Thursday, January 31, 2008

Something Finished/Something Learned

I just finished a Wonderful Wallaby out of Plymouth Encore Colorspun in purple. I am not posting a picture of the sweater because it's for a gift. I am, however, excited about what I learned--how to seamlessly knit in the pocket at bottom and top and how to kitchener in garter stitch on the hood, and how to duplicate stitch. Here is the letter A from Little Cotton Rabbits. The colors are not quite true--the purple is truly more beautiful, and the hot pink is not as neon. Will a kindergartener recognize this as an A?

Tuesday, January 29, 2008

Worth a Read . . .

. . .and a listen:

http://www.reelyredd.com/0505.Socks.htm

Sunday, January 27, 2008

Julie Garwood again

After being rather disappointed with Shadow Music, I checked out Shadow Dance from the public library. This novel is modern, and while I still prefer her earlier historicals, I did find that this book contained the humor and quality of characterization that I had associated with her past work. I'm just glad the small Texas town that I live in is nothing like Serenity and that she hasn't completely lost what I used to read her for.

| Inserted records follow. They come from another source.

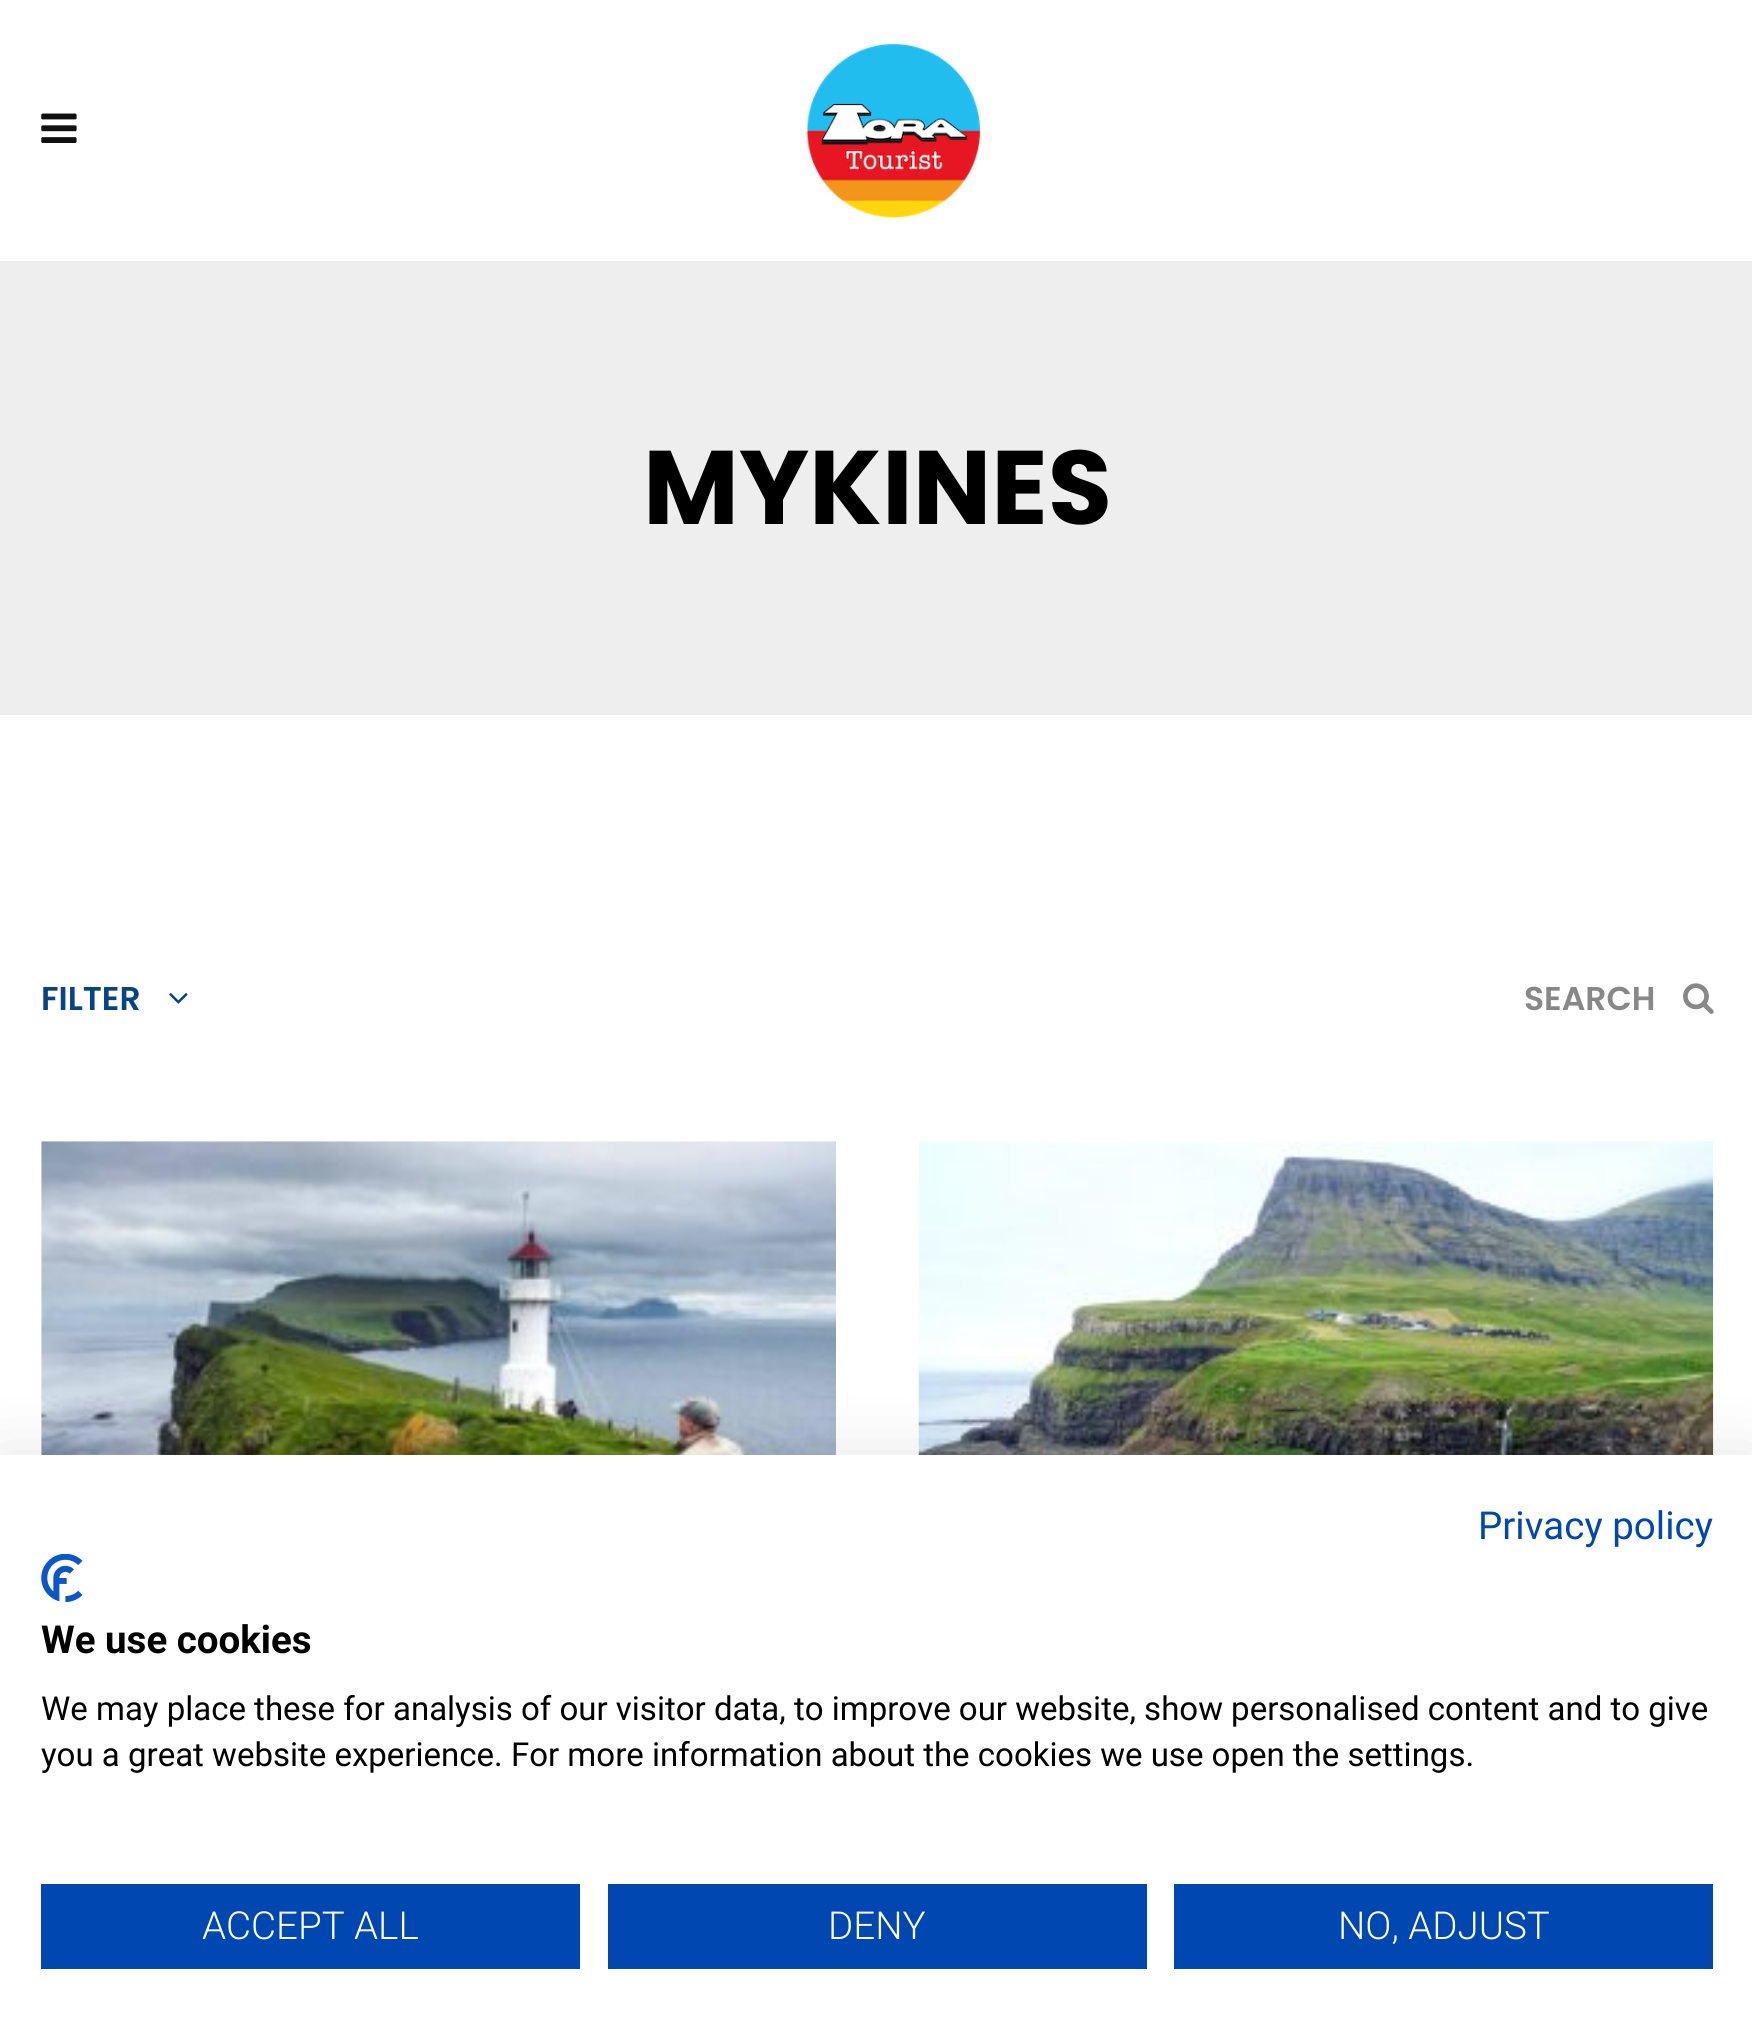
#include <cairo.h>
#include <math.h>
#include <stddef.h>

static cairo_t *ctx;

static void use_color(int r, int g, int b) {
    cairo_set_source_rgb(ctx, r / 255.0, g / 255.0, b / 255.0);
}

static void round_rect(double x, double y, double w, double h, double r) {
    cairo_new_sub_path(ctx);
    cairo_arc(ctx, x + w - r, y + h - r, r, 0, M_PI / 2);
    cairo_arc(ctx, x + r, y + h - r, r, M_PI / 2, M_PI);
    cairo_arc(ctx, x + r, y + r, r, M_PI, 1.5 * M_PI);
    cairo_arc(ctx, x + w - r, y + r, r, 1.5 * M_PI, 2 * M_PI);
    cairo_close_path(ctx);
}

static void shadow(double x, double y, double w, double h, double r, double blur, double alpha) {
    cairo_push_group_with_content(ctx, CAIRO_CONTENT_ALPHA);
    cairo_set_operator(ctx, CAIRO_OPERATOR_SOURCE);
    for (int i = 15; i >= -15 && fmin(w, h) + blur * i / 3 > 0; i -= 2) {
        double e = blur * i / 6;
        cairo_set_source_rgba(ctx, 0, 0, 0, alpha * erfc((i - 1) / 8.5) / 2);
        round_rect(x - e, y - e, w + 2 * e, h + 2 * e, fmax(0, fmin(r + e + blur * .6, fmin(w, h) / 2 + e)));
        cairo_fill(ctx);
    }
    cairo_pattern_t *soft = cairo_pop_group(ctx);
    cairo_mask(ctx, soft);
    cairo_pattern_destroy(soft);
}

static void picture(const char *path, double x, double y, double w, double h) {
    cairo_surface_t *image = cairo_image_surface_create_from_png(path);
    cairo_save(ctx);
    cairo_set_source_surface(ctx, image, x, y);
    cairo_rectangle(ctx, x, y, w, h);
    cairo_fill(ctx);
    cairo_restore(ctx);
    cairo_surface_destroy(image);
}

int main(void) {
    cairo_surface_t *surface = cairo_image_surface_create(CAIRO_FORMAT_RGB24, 1752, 2043);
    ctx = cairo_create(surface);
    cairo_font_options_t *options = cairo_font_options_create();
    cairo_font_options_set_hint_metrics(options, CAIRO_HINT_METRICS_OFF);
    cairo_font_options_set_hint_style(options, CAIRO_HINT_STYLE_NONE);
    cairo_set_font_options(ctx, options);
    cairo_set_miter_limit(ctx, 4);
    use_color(255, 255, 255);
    cairo_paint(ctx);
    picture("img1.png", 41, 113, 36, 30);
    picture("img2.png", 806, 43, 175, 175);
    use_color(238, 238, 238);
    cairo_rectangle(ctx, 0, 261, 1752, 454);
    cairo_fill(ctx);
    cairo_select_font_face(ctx, "Poppins", CAIRO_FONT_SLANT_NORMAL, CAIRO_FONT_WEIGHT_BOLD);
    cairo_set_font_size(ctx, 104.5);
    use_color(0, 0, 0);
    cairo_move_to(ctx, 643, 524);
    cairo_show_text(ctx, "MYKINES");
    cairo_select_font_face(ctx, "Poppins SemiBold", CAIRO_FONT_SLANT_NORMAL, CAIRO_FONT_WEIGHT_NORMAL);
    cairo_set_font_size(ctx, 33);
    use_color(7, 67, 134);
    cairo_move_to(ctx, 41, 1010);
    cairo_show_text(ctx, "FILTER");
    picture("img3.png", 169, 993, 19, 11);
    use_color(136, 136, 136);
    cairo_move_to(ctx, 1524, 1010);
    cairo_show_text(ctx, "SEARCH");
    picture("img4.png", 1683, 983, 31, 31);
    picture("img5.png", 41, 1141, 795, 314);
    picture("img6.png", 918, 1141, 796, 314);
    use_color(0, 0, 0);
    shadow(0, 1455, 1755, 588, 0, 33, 0.1);
    use_color(255, 255, 255);
    cairo_rectangle(ctx, 0, 1455, 1752, 588);
    cairo_fill(ctx);
    cairo_select_font_face(ctx, "Roboto", CAIRO_FONT_SLANT_NORMAL, CAIRO_FONT_WEIGHT_NORMAL);
    cairo_set_font_size(ctx, 38.5);
    use_color(0, 71, 178);
    cairo_move_to(ctx, 1478, 1539);
    cairo_show_text(ctx, "Privacy policy");
    picture("img7.png", 41, 1554, 42, 49);
    cairo_select_font_face(ctx, "Roboto", CAIRO_FONT_SLANT_NORMAL, CAIRO_FONT_WEIGHT_BOLD);
    use_color(0, 0, 0);
    cairo_move_to(ctx, 41, 1653);
    cairo_show_text(ctx, "We use cookies");
    cairo_select_font_face(ctx, "Roboto", CAIRO_FONT_SLANT_NORMAL, CAIRO_FONT_WEIGHT_NORMAL);
    cairo_set_font_size(ctx, 33);
    cairo_move_to(ctx, 41, 1720);
    cairo_show_text(ctx, "We may place these for analysis of our visitor data, to improve our website, show personalised content and to give");
    cairo_move_to(ctx, 41, 1766);
    cairo_show_text(ctx, "you a great website experience. For more information about the cookies we use open the settings.");
    use_color(0, 71, 178);
    cairo_rectangle(ctx, 41, 1884, 539, 85);
    cairo_fill(ctx);
    cairo_select_font_face(ctx, "Roboto Light", CAIRO_FONT_SLANT_NORMAL, CAIRO_FONT_WEIGHT_NORMAL);
    cairo_set_font_size(ctx, 38.5);
    use_color(255, 255, 255);
    cairo_move_to(ctx, 202, 1939);
    cairo_show_text(ctx, "ACCEPT ALL");
    use_color(0, 71, 178);
    cairo_rectangle(ctx, 608, 1884, 539, 85);
    cairo_fill(ctx);
    use_color(255, 255, 255);
    cairo_move_to(ctx, 828, 1939);
    cairo_show_text(ctx, "DENY");
    use_color(0, 71, 178);
    cairo_rectangle(ctx, 1174, 1884, 539, 85);
    cairo_fill(ctx);
    use_color(255, 255, 255);
    cairo_move_to(ctx, 1338, 1939);
    cairo_show_text(ctx, "NO, ADJUST");
    cairo_surface_write_to_png(surface, "result.png");
    cairo_font_options_destroy(options);
    cairo_destroy(ctx);
    cairo_surface_destroy(surface);
    return 0;
}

This afternoon we inducted members into our local chapter of the National English Honor Society. We have 11 new members, who are selected on the basis of overall academic achievement and outstanding performance in English. I blogged earlier about our project for this year, but I'm please to say that it was written up in the newsletter http://www.nehs.us/museletter/museletter_fall07.pdfof the national organization (page two). This link is posting strangely. I'll try to edit it later.

Saturday, January 26, 2008

Award


I was tagged for the "You Make My Day Award" by lizzyk8. You are supposed to list 10 blogs that you read each day and then those people will list 10 more, and so on. I’m listing blogs that I find to be good reading. If you are tagged and you don’t want to participate, please just accept what I say as a compliment.


The Adventures of _____ and ______. The names are blank and the link is not hot because this is a private blog detailing the adventures of two of my grandchildren. I think their mother intends to turn this blog into a book for them to have when they grow up. She includes lots of pictures (always a plus for the grandparents), stories about mothering, and frequent letters to each of the children. It’s a shame that none of us feel comfortable about having this out there open on the internet because it’s good reading.


_____ Adventures. The same security reasons apply to this blog about the other two grandchildren. My DIL has not been "at" it quite as long as my daughter, but the collection of cute pictures and stories is growing rapidly. Good work, K______!


Whimsy Knits. She lives in a nearby city. We both started spinning about the same time. Either she’s a really GOOD photoshopper, or she’s a much better spinner than I am, but she’s inspiring me to keep up. She is an inspiration in her knitting and her spinning, and I check her blog every day.


Sooner Be Knitting. I can be really dense. It took me almost a year to realize that the title of this blog can mean the obvious preference we knitters have for how we spend our spare time and at the same time refer to her enthusiastic support of her favorite college football team. You would think an English teacher (she’s one, too) could figure out a pun. Honestly!


Geocaching Knitter. I am not retired, not traveling, and not living in New England, but the Aran-style knitting on this blog is outstanding. I enjoy the scenic pictures, but I really love those in-progress shots of what I’d like to be able to consistently do some day.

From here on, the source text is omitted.